En ce moment quelques hommes en blouse, de ceux que le 10 décembre avait embrigadés, parurent à l’angle de la rue Sainte-Marguerite, tout près de la barricade, et crièrent : A bas les vingt-cinq francs !

Baudin, qui avait déjà choisi son poste de combat et qui était debout sur la barricade, regarda fixement ces hommes, et leur dit :

Vous allez voir comment on meurt pour vingt-cinq francs !

Un bruit se fit dans la rue. Quelques dernières portes restées entr’ouvertes se fermèrent. Les deux colonnes d’attaque venaient d’arriver en vue de la barricade. Plus loin on apercevait confusément d’autres rangées de bayonnettes. C’étaient celles qui m’avaient barré le passage.

Schœlcher, élevant le bras avec autorité, fit signe au capitaine qui commandait le premier peloton d’arrêter.

Le capitaine fit de son épée nue un signe négatif.

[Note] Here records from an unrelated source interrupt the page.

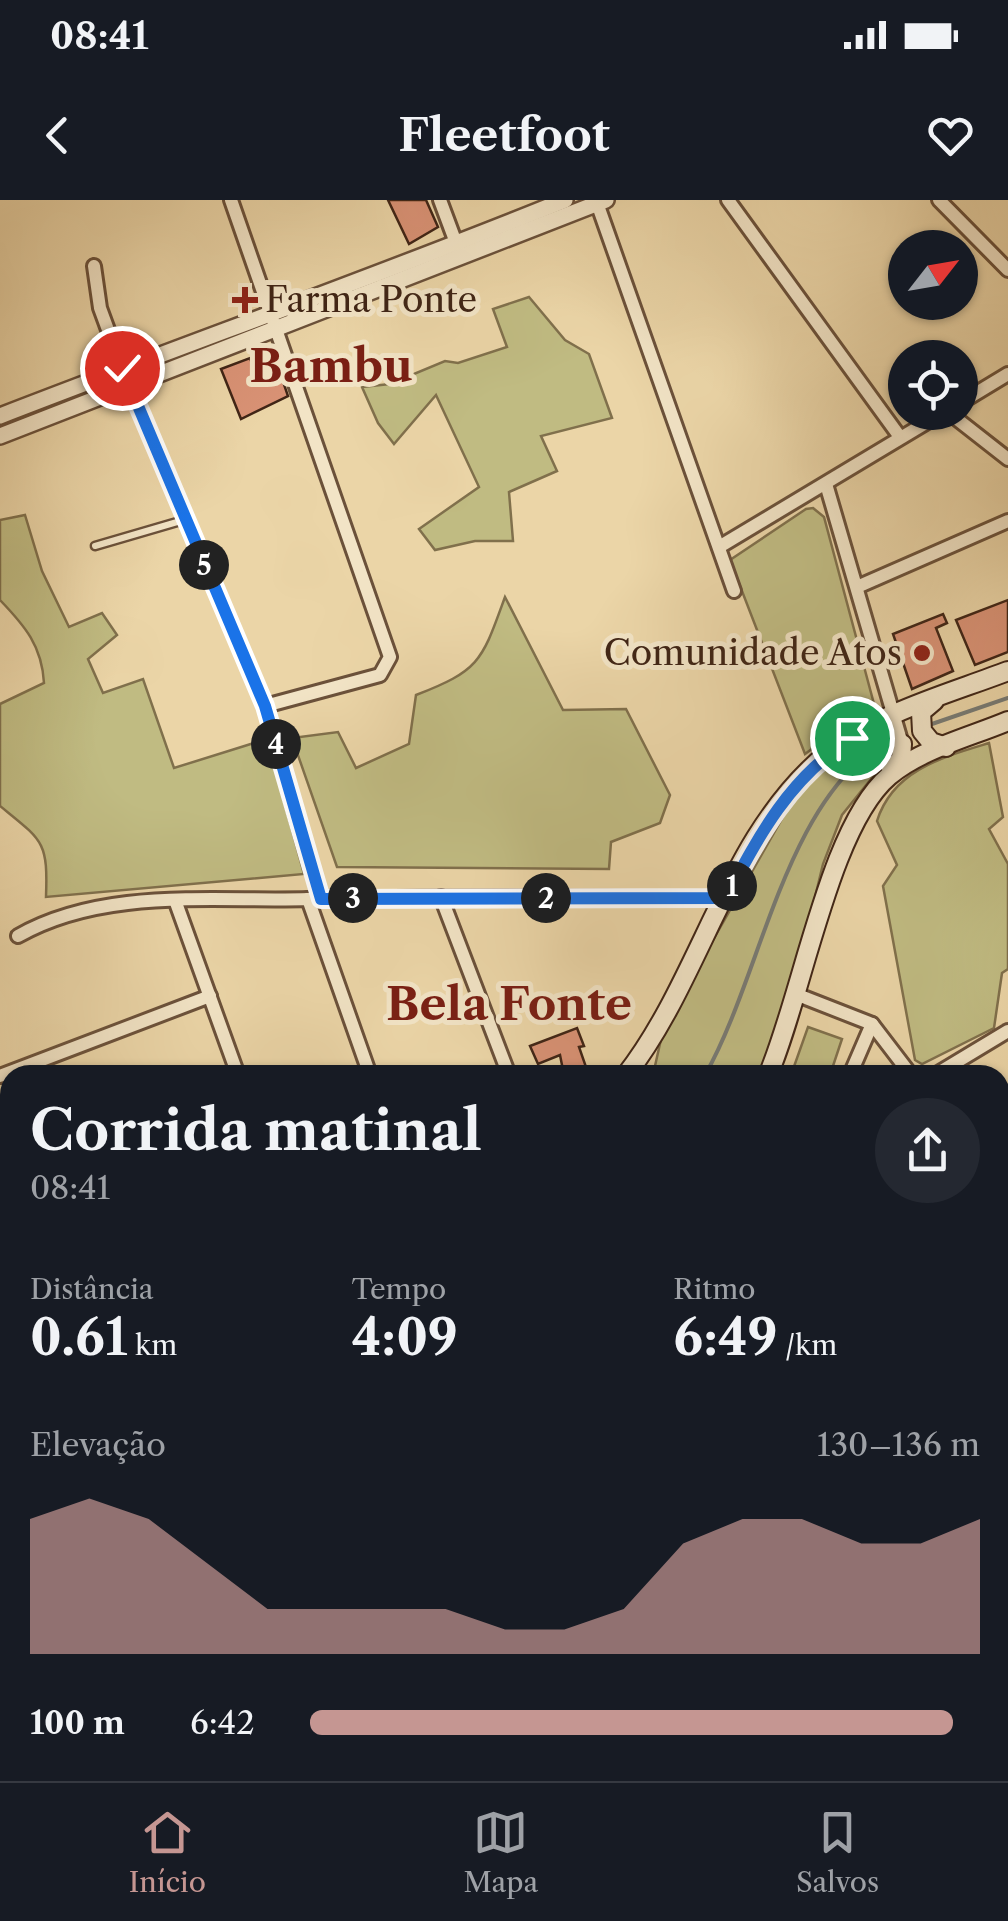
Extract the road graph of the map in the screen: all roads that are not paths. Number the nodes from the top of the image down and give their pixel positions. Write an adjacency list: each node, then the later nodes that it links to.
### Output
1 (231, 200): 10 (street)
2 (440, 200): 7 (street)
3 (565, 200): 7 (street)
4 (728, 200): 19 (street)
5 (939, 200): 9 (street)
6 (600, 201): 7 (street); 25 (street)
7 (459, 251): 10 (street)
8 (94, 266): 11 (street)
9 (1008, 270)
10 (274, 322): 11 (street); 13 (street); 30 (street)
11 (122, 368): 13 (street); 15 (street)
12 (1008, 374): 14 (street)
13 (130, 385): 18 (street); 22 (street)
14 (978, 392)
15 (0, 416)
16 (914, 430): 19 (street)
17 (970, 430): 20 (street)
18 (0, 436)
19 (900, 438): 21 (street)
20 (1008, 459)
21 (826, 484): 25 (street); 26 (street)
22 (184, 520): 24 (lane); 30 (street)
23 (1008, 521): 26 (street)
24 (95, 546)
25 (719, 548): 27 (street)
26 (857, 587): 31 (street)
27 (734, 591)
28 (1008, 671): 29 (main road)
29 (938, 698): 31 (main road); 35 (main road)
30 (265, 706): 39 (street)
31 (894, 715): 33 (main road); 34 (street)
32 (1008, 721): 35 (main road)
33 (868, 727): 34 (main road); 38 (main road)
34 (902, 744): 36 (main road)
35 (946, 747): 36 (main road)
36 (855, 820): 43 (main road)
37 (441, 898): 38 (street); 39 (street); 49 (street)
38 (726, 898): 50 (main road)
39 (315, 899): 40 (street); 48 (street)
40 (175, 900): 41 (street); 42 (street)
41 (18, 936)
42 (210, 996): 46 (street); 47 (street)
43 (798, 996): 44 (street); 51 (main road)
44 (872, 1024): 52 (street); 53 (street)
45 (1008, 1031): 54 (street)
46 (29, 1065)
47 (234, 1065)
48 (367, 1065)
49 (505, 1065)
50 (633, 1065)
51 (772, 1065)
52 (854, 1065)
53 (903, 1065)
54 (951, 1065)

Tout le 2 décembre était dans ces deux gestes. La loi disait :

— Arrêtez ! Le sabre répondait : – Non !

Les deux compagnies continuèrent d’avancer, mais à pas lents et en gardant leurs intervalles.

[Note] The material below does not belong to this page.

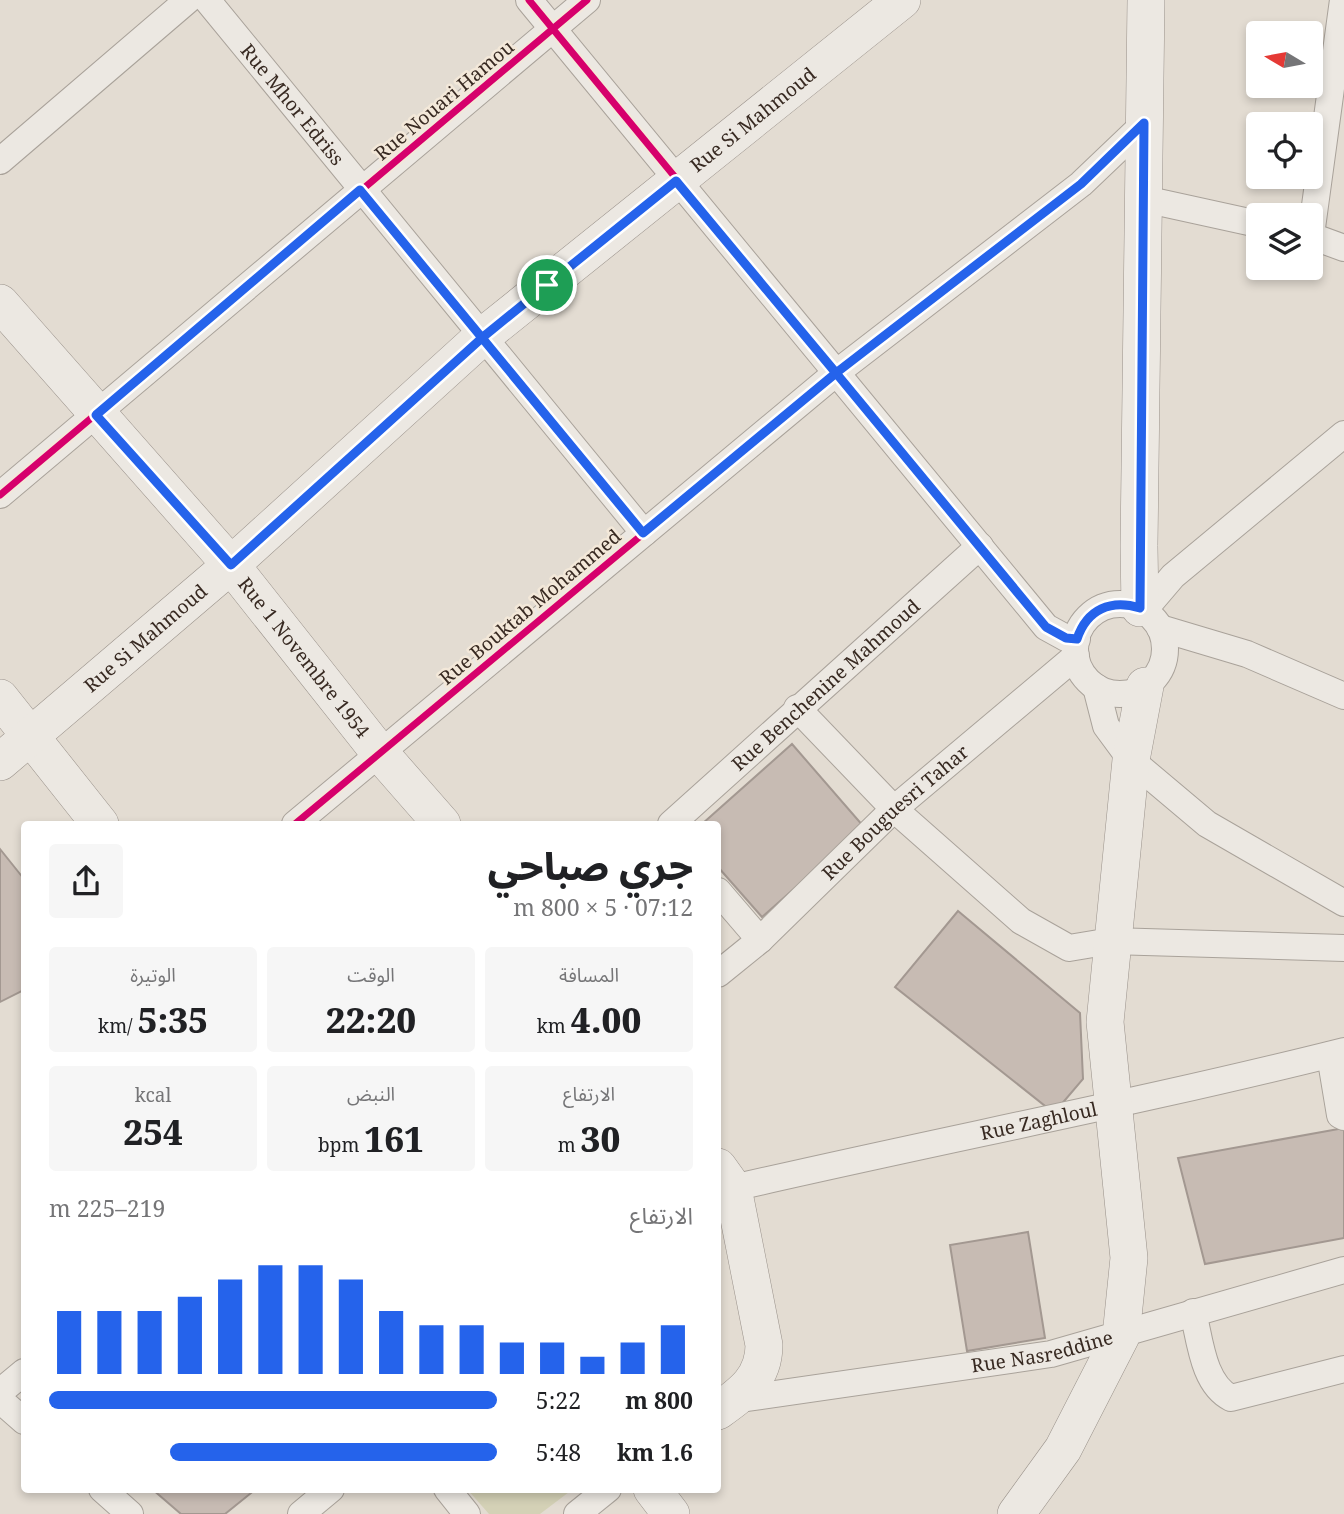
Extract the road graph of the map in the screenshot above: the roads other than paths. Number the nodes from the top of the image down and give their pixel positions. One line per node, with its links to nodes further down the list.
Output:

Schœlcher descendit de la barricade dans la rue. De Flotte, Dulac, Malardier, Brillier, Maigne, Bruckner, le suivirent.

Alors on vit un beau spectacle.

Sept représentants du peuple, sans autre arme que leurs écharpes, c’est-à-dire majestueusement revêtus de la loi et du droit, s’avancèrent dans la rue hors de la barricade, et marchèrent droit aux soldats, qui les attendaient le fusil en joue.

Les autres représentants restés dans la barricade disposaient les derniers apprêts de la résistance. Les combattants avaient une attitude intrépide. Le lieutenant de marine Cournet les dominait tous de sa haute taille. Baudin, toujours debout sur l’omnibus renversé, dépassait la barricade de la moitié du corps.

En voyant approcher les sept représentants, les soldats et les officiers eurent un moment de stupeur. Cependant le capitaine fit signe aux représentants d’arrêter.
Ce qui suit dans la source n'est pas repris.